#### PROBLEM
The whole listing is to be repeated exactly. Add nothing.

#### ENTRIES SHOWN
§

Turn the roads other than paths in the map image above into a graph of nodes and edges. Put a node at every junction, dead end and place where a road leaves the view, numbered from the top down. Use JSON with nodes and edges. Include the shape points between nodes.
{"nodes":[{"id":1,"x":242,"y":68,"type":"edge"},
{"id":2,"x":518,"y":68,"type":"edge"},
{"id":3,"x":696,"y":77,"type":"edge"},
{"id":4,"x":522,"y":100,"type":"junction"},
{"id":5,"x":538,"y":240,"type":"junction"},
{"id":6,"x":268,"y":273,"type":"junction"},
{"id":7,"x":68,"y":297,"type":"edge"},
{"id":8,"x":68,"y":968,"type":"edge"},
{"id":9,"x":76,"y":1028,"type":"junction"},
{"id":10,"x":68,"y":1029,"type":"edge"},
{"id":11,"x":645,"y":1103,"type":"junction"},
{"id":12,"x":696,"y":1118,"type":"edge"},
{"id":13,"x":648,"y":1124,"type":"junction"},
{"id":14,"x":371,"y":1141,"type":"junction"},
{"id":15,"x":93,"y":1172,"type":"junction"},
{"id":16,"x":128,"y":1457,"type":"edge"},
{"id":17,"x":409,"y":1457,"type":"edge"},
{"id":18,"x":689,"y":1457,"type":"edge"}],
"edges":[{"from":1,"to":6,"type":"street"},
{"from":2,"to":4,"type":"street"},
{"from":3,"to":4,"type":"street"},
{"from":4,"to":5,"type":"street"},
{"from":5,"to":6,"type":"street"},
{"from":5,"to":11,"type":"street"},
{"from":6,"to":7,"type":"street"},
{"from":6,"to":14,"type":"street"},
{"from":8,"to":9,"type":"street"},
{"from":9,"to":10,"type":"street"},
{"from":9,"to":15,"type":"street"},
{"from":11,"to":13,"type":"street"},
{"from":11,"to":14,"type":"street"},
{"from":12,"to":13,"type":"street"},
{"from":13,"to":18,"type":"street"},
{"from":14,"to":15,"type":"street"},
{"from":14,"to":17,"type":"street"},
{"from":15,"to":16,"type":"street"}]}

§

#### RESPONSE FOR THIS EXERCISE
Turn the roads other than paths in the map image above into a graph of nodes and edges. Put a node at every junction, dead end and place where a road leaves the view, numbered from the top down. Use JSON with nodes and edges. Include the shape points between nodes.
{"nodes":[{"id":1,"x":242,"y":68,"type":"edge"},
{"id":2,"x":518,"y":68,"type":"edge"},
{"id":3,"x":696,"y":77,"type":"edge"},
{"id":4,"x":522,"y":100,"type":"junction"},
{"id":5,"x":538,"y":240,"type":"junction"},
{"id":6,"x":268,"y":273,"type":"junction"},
{"id":7,"x":68,"y":297,"type":"edge"},
{"id":8,"x":68,"y":968,"type":"edge"},
{"id":9,"x":76,"y":1028,"type":"junction"},
{"id":10,"x":68,"y":1029,"type":"edge"},
{"id":11,"x":645,"y":1103,"type":"junction"},
{"id":12,"x":696,"y":1118,"type":"edge"},
{"id":13,"x":648,"y":1124,"type":"junction"},
{"id":14,"x":371,"y":1141,"type":"junction"},
{"id":15,"x":93,"y":1172,"type":"junction"},
{"id":16,"x":128,"y":1457,"type":"edge"},
{"id":17,"x":409,"y":1457,"type":"edge"},
{"id":18,"x":689,"y":1457,"type":"edge"}],
"edges":[{"from":1,"to":6,"type":"street"},
{"from":2,"to":4,"type":"street"},
{"from":3,"to":4,"type":"street"},
{"from":4,"to":5,"type":"street"},
{"from":5,"to":6,"type":"street"},
{"from":5,"to":11,"type":"street"},
{"from":6,"to":7,"type":"street"},
{"from":6,"to":14,"type":"street"},
{"from":8,"to":9,"type":"street"},
{"from":9,"to":10,"type":"street"},
{"from":9,"to":15,"type":"street"},
{"from":11,"to":13,"type":"street"},
{"from":11,"to":14,"type":"street"},
{"from":12,"to":13,"type":"street"},
{"from":13,"to":18,"type":"street"},
{"from":14,"to":15,"type":"street"},
{"from":14,"to":17,"type":"street"},
{"from":15,"to":16,"type":"street"}]}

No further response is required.